Mein kleines Limerick-Tagebuch: Zwischen mittelalterlichem Charme und modernem Schwung
Mein kleines Limerick-Tagebuch: Zwischen mittelalterlichem Charme und modernem Schwung

Mein kleines Limerick-Tagebuch: Zwischen mittelalterlichem Charme und modernem Schwung

Wikingerwurzeln und normannisches Erbe
Limericks Geschichte beginnt im Dunkel der Wikingerzeit! Um 922 gründeten sie hier eine Siedlung am Shannon, ein strategischer Handelsplatz. Der Name selbst leitet sich vermutlich vom irischen „Luimneach“ (kahle Stelle) ab. Später hinterließen die Normannen ihre imposantesten Spuren: King John’s Castle aus dem 13. Jahrhundert thront noch heute majestätisch am Flussufer und erzählt stumm von Belagerungen, Machtkämpfen und dem mittelalterlichen Leben in der „City of the Broken Treaty“. Die engen Gassen des „Englishtown“ rund um das Castle und des „Irishtown“ auf der anderen Seite der Abbey River zeugen von der einstigen Trennung.

King John‘s Castle
King John‘s Castle am Shannon

Schmerzhafte Kapitel: Belagerungen und industrieller Niedergang
Die Stadt durchlebte schwere Zeiten, besonders im 17. Jahrhundert. Die grausamen Belagerungen von Limerick während der Williamitenkriege (1642 & besonders 1690/1691) sind tief im kollektiven Gedächtnis verankert. Der „Vertrag von Limerick“ (1691), der den Krieg beendete, wurde später von den siegreichen Engländern gebrochen – ein Trauma. Im 18. und 19. Jahrhundert florierte Limerick als wichtiger Hafen und Handelszentrum, doch das 20. Jahrhundert brachte mit dem Niedergang traditioneller Industrien wirtschaftliche Not und Abwanderung, die das Stadtbild lange überschatteten.

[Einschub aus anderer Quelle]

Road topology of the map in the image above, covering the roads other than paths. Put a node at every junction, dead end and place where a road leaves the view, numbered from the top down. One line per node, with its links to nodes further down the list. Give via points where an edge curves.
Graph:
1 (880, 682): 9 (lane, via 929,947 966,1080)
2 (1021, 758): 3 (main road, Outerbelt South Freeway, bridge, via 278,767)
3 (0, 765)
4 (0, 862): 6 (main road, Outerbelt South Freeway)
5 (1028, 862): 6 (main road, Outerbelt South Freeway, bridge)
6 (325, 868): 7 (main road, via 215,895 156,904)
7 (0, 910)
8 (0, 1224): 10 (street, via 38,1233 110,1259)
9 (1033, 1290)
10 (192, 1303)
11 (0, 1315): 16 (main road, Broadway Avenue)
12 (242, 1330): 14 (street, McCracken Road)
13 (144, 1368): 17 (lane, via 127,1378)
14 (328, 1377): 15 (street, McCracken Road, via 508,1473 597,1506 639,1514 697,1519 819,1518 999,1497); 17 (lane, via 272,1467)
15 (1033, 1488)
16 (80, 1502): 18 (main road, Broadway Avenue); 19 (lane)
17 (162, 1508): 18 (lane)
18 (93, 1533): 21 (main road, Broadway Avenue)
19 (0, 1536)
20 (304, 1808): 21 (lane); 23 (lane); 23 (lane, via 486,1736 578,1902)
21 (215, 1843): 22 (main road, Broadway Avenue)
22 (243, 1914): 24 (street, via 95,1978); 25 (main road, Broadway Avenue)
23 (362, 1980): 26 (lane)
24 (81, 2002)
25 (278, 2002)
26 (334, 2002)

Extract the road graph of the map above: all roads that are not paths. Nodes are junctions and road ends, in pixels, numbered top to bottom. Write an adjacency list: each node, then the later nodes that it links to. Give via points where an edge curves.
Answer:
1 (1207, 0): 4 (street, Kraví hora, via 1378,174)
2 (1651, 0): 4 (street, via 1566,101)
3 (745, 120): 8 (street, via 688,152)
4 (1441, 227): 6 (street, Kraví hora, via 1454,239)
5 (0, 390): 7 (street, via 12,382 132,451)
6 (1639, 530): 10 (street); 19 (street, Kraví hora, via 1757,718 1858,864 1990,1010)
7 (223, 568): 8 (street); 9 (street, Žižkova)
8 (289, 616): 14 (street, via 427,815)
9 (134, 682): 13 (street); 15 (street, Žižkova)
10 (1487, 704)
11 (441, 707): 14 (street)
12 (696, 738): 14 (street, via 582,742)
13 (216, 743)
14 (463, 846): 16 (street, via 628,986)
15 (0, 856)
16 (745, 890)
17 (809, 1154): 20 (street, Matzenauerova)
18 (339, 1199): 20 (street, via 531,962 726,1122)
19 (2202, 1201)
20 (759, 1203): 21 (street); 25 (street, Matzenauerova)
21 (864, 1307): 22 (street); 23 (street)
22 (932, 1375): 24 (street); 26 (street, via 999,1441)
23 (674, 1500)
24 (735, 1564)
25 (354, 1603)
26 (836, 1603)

Phoenix aus der Asche: Wirtschaftlicher und kultureller Aufschwung
Die letzte Wende zum Positiven ist beeindruckend! Ab den 1990er Jahren, massiv beschleunigt durch den „Celtic Tiger“, erlebte Limerick eine bemerkenswerte Renaissance. Plötzlich siedelten sich globale Tech- und Pharma-Giganten wie Dell (später Analog Devices, Johnson & Johnson) in den Business Parks an. Die Universität (UL) und das Institute of Technology (TUS) wurden wichtige Innovationsmotoren. Dieser wirtschaftliche Aufschwung brachte neues Selbstbewusstsein und Investitionen in die Infrastruktur.

Limerick heute: Urbanes Flair am rauschenden Shannon
Das heutige Limerick überrascht! Die historischen Viertel wie das malerische Georgian-Viertel rund um den Pery Square mit dem wunderschönen People’s Park sind liebevoll restauriert. Moderne Architektur wie das gläserne Riverpoint-Gebäude der Universität oder das lebendige Opera Centre fügen sich ein. Die Kunstszene pulsiert: Das Hunt Museum beherbergt eine exquisite Sammlung, die Lime Tree Theatre und das Belltable bieten hochkarätiges Programm. Die Atmosphäre ist entspannt urban, weniger touristisch überlaufen als Galway oder Cork, aber voller eigenem Charakter.

Unverwechselbare Seele: Sport, Kunst und das „Limerick Lilt“
Was Limerick wirklich ausmacht, ist seine Seele. Die Leidenschaft für Rugby ist hier fast Religion – bei einem Spiel von Munster im Thomond Park-Stadion spürt man die elektrisierende Energie. Die literarische Tradition ist stark (Frank McCourt, „Die Asche meiner Mutter“), und die lebendige Pub-Kultur mit traditioneller Musik („Trad Sessions“) ist ein Muss. Die Menschen sind direkt, herzlich und haben einen trockenen Humor. Und natürlich: Die Stadt gibt einer ganzen Gedichtform ihren Namen – dem oft schrulligen, fünfzeiligen Limerick! Hier ein kleines Beispiel:
There once was a city on Shannon, Whose past held both triumph and cannon. Now with tech and with art, It plays a new part, And charms every visiting person!

Fazit: Limerick hat mich fasziniert! Es ist diese kraftvolle Mischung aus einer bewegten, oft rauen Geschichte, die man an jeder Ecke spürt, und dem dynamischen, optimistischen Aufbruch der Gegenwart. Kein postkartenhaftes Irland, aber eine authentische, sich ständig neu erfindende Stadt mit ganz viel Herz und einer unverwechselbaren Identität. Absolut eine Reise wert!